22.1.1 Hierarchical clustering

The cluster command is used for hierarchical agglomerative clustering of custom data by using a custom distance function.

cluster takes one or more arguments:
- data, a list of data points.
- Optionally, opt, a sequence of options which may contain the following:
  - k or count=k, where k is a positive integer specifying the number of clusters (unset by default).
  - count_inf=k_l, where k_l is a positive integer specifying the minimal number of clusters (unset by default).
  - count_sup=k_u, where k_u is a positive integer specifying the maximal number of clusters (by default, k_u=16).
  - type=linkage, where linkage is a string specifying the linkage method. Avaliable methods are: single (the default), complete, average, weighted, and ward.
  - distance=dist, where dist is a distance function. By default, the squared Euclidean distance function distance2 is used unless data is a list of strings, in which case Levenshtein distance is used. For example, the taxicab distance function could be defined by typing:
    taxicab:=(p1,p2)->l1norm(p1-p2)
  - index=ind, where ind is a string or a list of strings specifying the index function(s) used for selecting the optimal number of clusters (unset by default). Available index functions are: silhouette, mcclain-rao, dunn, and all. ind may also take a boolean value, in which case no index is used (ind=false) or the silhouette index is used (ind=true).
  - output=out, where out is one of the following:
    - part, for outputting the partition of data into clusters.
    - list, for outputting the list of cluster indices for data points (the default).
    - plot, for outputting a colored visualization of data points with additional specifications given in display option (see below).
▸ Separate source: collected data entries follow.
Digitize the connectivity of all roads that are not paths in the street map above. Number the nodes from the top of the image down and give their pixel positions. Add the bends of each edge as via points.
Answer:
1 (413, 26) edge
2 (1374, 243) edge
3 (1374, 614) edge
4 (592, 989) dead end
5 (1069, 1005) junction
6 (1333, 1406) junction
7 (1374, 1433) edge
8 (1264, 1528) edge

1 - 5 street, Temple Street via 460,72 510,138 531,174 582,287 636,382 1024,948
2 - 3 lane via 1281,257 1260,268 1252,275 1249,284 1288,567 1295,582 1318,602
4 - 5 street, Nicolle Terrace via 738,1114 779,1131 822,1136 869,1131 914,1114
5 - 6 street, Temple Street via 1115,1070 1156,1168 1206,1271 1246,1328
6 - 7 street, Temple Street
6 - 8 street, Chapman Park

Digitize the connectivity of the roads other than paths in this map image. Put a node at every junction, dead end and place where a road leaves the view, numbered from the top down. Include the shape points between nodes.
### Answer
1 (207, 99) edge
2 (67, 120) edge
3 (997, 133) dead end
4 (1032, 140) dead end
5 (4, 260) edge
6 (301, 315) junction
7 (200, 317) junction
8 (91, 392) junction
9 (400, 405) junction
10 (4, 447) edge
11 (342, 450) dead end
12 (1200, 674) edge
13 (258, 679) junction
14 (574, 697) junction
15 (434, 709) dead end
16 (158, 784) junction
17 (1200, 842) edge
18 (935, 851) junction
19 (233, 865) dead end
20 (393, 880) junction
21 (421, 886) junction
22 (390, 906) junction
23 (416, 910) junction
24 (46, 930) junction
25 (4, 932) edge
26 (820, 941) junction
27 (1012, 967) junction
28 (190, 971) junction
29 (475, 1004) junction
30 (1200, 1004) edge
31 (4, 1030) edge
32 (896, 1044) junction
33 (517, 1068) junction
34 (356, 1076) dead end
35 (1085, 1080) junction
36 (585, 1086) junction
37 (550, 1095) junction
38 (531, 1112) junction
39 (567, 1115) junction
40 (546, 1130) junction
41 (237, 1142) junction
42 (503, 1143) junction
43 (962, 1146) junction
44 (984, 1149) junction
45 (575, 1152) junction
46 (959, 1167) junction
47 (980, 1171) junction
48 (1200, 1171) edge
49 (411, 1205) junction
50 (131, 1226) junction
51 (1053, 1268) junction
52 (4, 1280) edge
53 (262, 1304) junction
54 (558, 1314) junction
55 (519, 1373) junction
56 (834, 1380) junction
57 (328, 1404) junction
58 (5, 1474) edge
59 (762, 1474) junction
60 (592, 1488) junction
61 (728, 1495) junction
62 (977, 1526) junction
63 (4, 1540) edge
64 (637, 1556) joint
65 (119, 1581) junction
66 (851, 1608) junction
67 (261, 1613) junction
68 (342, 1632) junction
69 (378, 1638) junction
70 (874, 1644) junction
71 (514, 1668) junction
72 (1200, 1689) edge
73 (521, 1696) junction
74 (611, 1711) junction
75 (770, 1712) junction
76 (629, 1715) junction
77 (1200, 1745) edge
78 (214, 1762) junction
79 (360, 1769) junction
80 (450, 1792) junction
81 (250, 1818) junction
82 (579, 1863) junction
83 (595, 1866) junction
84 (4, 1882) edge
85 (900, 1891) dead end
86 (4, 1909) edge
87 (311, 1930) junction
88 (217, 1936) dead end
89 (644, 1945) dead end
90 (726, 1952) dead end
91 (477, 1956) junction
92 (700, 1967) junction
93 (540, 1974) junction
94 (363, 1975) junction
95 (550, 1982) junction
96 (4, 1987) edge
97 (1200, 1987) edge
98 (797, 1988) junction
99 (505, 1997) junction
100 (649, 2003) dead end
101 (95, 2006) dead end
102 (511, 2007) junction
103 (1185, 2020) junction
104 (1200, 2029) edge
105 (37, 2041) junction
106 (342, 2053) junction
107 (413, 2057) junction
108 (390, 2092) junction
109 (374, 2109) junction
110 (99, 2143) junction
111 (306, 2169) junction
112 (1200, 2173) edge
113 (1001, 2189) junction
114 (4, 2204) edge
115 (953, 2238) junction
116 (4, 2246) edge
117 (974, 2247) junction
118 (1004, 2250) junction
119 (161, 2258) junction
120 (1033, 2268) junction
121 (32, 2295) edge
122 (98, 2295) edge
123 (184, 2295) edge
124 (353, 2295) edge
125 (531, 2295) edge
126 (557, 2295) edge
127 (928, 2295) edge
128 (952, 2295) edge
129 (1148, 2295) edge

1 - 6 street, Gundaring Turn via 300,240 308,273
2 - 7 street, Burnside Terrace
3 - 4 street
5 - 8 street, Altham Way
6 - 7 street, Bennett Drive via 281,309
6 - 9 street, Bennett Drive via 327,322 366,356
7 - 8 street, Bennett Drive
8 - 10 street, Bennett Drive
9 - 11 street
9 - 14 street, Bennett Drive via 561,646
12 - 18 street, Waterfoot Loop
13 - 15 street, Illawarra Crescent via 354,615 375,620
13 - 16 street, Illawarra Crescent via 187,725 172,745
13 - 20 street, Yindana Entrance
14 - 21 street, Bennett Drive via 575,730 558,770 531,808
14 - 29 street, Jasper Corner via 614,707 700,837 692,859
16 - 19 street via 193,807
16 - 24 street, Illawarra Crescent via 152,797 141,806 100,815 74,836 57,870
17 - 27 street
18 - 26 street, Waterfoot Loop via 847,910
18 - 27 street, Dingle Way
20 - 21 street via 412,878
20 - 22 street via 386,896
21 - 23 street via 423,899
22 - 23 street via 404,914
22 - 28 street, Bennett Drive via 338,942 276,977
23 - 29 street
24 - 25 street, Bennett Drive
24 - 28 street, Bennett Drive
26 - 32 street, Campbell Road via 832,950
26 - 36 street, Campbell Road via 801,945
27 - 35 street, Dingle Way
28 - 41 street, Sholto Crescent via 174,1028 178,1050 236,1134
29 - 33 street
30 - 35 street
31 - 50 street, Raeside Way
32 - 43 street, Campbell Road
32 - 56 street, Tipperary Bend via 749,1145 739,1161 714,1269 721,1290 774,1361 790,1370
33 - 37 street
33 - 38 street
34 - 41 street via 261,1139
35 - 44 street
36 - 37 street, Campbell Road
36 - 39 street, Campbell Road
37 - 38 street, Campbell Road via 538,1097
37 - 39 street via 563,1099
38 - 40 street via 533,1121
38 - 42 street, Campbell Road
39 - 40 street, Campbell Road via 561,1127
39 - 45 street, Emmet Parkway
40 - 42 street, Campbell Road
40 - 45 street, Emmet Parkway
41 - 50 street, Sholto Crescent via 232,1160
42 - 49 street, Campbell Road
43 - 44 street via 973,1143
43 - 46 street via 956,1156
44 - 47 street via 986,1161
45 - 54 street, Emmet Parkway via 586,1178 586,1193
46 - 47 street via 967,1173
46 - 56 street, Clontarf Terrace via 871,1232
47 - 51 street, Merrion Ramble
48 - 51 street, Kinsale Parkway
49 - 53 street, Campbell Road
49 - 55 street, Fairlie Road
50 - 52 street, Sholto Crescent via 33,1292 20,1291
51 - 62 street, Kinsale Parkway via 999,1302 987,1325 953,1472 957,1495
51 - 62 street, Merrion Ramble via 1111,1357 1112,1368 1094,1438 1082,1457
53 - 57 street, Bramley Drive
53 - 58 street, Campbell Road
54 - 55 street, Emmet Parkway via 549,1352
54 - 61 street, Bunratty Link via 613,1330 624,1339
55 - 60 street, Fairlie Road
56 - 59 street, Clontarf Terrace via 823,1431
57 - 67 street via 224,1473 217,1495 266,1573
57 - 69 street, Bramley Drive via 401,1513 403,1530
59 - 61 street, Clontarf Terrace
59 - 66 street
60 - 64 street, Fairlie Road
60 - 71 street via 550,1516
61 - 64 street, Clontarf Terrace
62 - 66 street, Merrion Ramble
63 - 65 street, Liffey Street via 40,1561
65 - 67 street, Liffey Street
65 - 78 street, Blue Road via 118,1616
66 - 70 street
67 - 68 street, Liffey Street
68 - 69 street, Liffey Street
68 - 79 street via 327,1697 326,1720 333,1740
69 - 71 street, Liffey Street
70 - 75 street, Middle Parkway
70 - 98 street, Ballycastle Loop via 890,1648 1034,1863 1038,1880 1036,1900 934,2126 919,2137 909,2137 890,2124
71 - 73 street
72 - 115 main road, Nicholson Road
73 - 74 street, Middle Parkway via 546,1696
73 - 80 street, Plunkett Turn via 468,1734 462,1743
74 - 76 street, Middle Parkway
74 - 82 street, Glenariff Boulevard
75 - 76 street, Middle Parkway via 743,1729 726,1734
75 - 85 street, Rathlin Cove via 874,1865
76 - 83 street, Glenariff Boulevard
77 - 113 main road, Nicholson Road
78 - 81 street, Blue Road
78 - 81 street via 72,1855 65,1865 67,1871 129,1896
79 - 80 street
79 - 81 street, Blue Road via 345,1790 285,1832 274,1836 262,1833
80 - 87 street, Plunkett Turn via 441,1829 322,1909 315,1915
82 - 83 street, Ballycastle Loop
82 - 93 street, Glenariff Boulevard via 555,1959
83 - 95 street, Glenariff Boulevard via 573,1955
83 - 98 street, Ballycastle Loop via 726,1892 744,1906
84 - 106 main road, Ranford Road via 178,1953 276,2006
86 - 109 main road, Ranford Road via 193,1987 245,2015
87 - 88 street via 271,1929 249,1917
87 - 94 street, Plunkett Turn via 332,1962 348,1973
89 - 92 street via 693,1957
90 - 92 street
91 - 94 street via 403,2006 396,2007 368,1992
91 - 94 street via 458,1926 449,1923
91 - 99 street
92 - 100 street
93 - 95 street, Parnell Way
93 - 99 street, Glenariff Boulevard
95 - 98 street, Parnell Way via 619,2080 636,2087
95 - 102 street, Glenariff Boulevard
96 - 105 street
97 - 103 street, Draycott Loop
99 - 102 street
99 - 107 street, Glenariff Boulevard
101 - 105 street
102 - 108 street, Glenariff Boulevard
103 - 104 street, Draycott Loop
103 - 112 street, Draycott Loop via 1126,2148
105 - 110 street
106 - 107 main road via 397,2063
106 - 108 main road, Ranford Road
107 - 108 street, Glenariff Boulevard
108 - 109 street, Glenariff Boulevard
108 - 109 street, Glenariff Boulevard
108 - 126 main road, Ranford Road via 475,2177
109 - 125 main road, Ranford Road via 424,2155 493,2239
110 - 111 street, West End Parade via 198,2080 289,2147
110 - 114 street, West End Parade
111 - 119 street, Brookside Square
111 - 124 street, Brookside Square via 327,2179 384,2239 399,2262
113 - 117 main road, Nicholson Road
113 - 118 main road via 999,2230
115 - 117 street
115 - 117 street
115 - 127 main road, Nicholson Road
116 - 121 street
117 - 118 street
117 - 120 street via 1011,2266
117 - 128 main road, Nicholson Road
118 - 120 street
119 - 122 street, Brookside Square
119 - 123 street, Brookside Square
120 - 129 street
Note that this is possible only with two- and 3D numerical data.
    - count, for outputting only the number of clusters.
    - index, for outputting the list of values of the (first) used index.
    - tree, for outputting a dendrogram drawing which visualizes the linking process.
  - display=disp, where disp is a configuration for plot output (by default, points are drawn as dots of width 2).
  - color=colors, where colors is a list of colors that will be used for cluster coloring in the plot output mode (by default, the standard palette of first 16 colors is used, with white and yellow replaced by more visible colors).
  - labels=lab, where lab is a boolean value which specifies whether to show data points in the dendrogram.
cluster(data ⟨,opt ⟩) returns the result as specified by the output argument (see above).
Hierarchical clustering is slower than the k-means algorithm (see Section 22.1.2) but may produce a better classification of the data. Hierarchical clustering is also a method of choice for custom data types and distance functions.
If more than one index is computed in a clustering process, then the optimal number of clusters is decided by voting: the number which was selected by most indices is used.

Examples

To apply cluster command to a 2D “aggregation” shape dataset which can be downloaded from here, first load the data by entering:

data:=csv2gen("/home/luka/Downloads/Aggregation.txt","\t"):;

The original file contains three data columns: first are the x-coordinates, second the y-coordinates, and third are cluster indices. To cluster and plot 2D points specified by the first two columns, with the average linkage method and silhouette index (which is used by default if index=true), enter:

cluster(delcols(data,2),type="average",index=true,output=plot)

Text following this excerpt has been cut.